From this rare but important action of the future on the past it follows that past events, which themselves cause future events, are in part the product of future events. This may seem unintelligible. But in fact there is no more mystery in it than in the reciprocal interaction of two minds that know one another. The one, which owes its form partly to the other, is itself one factor determining the other’s form.
As I said before, the only way in which we can influence a past mind is by suggesting in that mind some idea or desire, or other mental event, which is intelligible to a mind of that particular order, and is capable of being formulated in terms of its own experience. Some minds are much more receptive than others. The great majority are wholly impervious to our influence; and, even among those who are not insensitive, very many are so strictly dominated by their own desires and prejudices that any thought or valuation which we consider worth suggesting to them is at once violently rejected.

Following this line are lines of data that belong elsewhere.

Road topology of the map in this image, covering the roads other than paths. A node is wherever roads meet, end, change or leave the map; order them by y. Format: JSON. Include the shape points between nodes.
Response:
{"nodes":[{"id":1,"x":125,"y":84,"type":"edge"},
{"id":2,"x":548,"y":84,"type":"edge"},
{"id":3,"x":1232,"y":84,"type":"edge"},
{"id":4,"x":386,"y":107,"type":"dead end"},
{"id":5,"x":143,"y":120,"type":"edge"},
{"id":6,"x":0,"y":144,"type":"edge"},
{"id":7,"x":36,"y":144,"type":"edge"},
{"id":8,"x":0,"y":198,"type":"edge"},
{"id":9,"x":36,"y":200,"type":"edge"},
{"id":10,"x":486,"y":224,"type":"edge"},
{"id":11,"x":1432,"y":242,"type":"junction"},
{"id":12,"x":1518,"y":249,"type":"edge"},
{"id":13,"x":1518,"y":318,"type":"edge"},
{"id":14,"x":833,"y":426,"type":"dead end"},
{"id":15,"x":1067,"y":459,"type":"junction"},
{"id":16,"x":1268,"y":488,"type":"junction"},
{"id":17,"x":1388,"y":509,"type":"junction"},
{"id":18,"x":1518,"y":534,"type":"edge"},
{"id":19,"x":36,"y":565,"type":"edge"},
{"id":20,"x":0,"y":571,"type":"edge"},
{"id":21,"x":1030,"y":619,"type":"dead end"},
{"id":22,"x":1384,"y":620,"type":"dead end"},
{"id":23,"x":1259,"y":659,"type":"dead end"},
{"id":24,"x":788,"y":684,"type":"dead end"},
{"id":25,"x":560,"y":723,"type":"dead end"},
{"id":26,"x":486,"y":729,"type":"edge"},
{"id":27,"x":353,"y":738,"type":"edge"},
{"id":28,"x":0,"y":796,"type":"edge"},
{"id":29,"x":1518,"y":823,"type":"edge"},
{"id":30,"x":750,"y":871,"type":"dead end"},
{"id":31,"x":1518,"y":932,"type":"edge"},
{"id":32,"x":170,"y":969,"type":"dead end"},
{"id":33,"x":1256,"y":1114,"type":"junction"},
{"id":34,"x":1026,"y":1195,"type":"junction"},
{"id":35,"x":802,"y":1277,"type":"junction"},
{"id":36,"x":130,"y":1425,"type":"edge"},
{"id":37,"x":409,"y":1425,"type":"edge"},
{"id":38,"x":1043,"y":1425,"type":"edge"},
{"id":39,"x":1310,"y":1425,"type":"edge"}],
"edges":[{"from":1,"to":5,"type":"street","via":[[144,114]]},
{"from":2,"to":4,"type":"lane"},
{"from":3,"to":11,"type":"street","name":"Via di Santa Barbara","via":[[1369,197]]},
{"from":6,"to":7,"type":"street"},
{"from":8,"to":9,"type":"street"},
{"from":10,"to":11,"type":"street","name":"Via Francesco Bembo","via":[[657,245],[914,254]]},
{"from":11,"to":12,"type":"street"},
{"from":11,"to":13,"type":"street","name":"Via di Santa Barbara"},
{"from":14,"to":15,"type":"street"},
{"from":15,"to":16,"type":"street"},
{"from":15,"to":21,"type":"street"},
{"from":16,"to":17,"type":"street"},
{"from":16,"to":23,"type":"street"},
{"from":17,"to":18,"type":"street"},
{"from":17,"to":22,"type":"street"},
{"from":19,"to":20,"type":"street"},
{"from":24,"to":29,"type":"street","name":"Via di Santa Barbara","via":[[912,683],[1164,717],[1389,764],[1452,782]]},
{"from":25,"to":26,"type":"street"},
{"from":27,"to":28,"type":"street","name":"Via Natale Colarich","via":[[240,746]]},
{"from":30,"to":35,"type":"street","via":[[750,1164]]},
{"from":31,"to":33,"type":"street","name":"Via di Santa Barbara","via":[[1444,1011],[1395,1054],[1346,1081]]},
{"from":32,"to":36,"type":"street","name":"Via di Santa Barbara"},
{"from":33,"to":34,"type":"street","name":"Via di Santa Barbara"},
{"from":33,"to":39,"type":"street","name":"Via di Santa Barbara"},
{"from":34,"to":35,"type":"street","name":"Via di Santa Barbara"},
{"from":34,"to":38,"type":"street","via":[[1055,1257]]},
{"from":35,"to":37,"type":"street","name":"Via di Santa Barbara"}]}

There are many complications and difficulties in this strange work. In the first place we may chance to do serious damage to the past mind by unwise influence, for instance by presenting it with ideas which are too disturbing to its nature. For though some ideas are so foreign to a mind that they are simply rejected, others, though alien to the superficial part of its nature, may be incendiary to the submerged part, as sparks falling upon tinder. Thus an idea which to the explorer seems straightforward and harmless may produce in the past mind a self-discrepant experience both of revelation and of horror; and the resulting conflict throughout the mind may lead to catastrophe. Or the idea may so captivate and exalt the unfortunate person that he loses all sense of proportion, is instigated to some fantastic course of action, and finally comes into serious collision with his society.
Another difficulty lies in the fact that our influence is not always voluntary. Thoughts and desires of our own, which we have no intention of transmitting, may sometimes find their way into the mind under observation; and their effect may be disastrous. For instance, a sudden surge of contempt or indignation on the part of an inexperienced explorer, when he observes his ‘host’ commit some egregious folly or meanness, may flood a hitherto complacent mind with bewildering self-contempt. And this novel experience, coming thus without preparation, may shatter the whole flimsy structure of the mind by destroying its carapace of self-pride. Or again, the explorer’s own clear-eyed and ecstatic view of the cosmos, as both tragic and worshipful, may sear the optimistic faith of a primitive religious mind, without being able to raise it to the loftier worship.
Our influence, then, upon the past is a very much more precarious and restricted power than our past-exploration. All that we can do is to offer to a very small minority of minds some vague hint of a truth or of a beauty which would otherwise be missed, or some special precept, or seminal idea, relevant to the mind’s particular circumstances. This may be done either by a constant ‘tilting’ of the mind in a certain general direction, or, much more rarely, by occasional impregnation of the mind with some precise idea or valuation. In very exceptional cases, which number no more than one in many thousands of millions, we can subject the individual to a constant stream of detailed suggestion which he himself can embody in a more or less faithful report. But here we find ourselves on the horns of a dilemma. To undergo this detailed suggestion, the individual must be extremely receptive; but in the main those that are extremely receptive lack originality, so that, in spite of their detailed receptivity, they either entirely miss the true spirit of the communication, or fail to embody it in a manner capable of stirring their fellows. On the other hand the highly original minds, even when they are also very receptive, tend deliberately to ignore the detail of the suggestion. Thus they produce works which, though true to the spirit of the suggestion, are embodied in manners expressive of their own genius.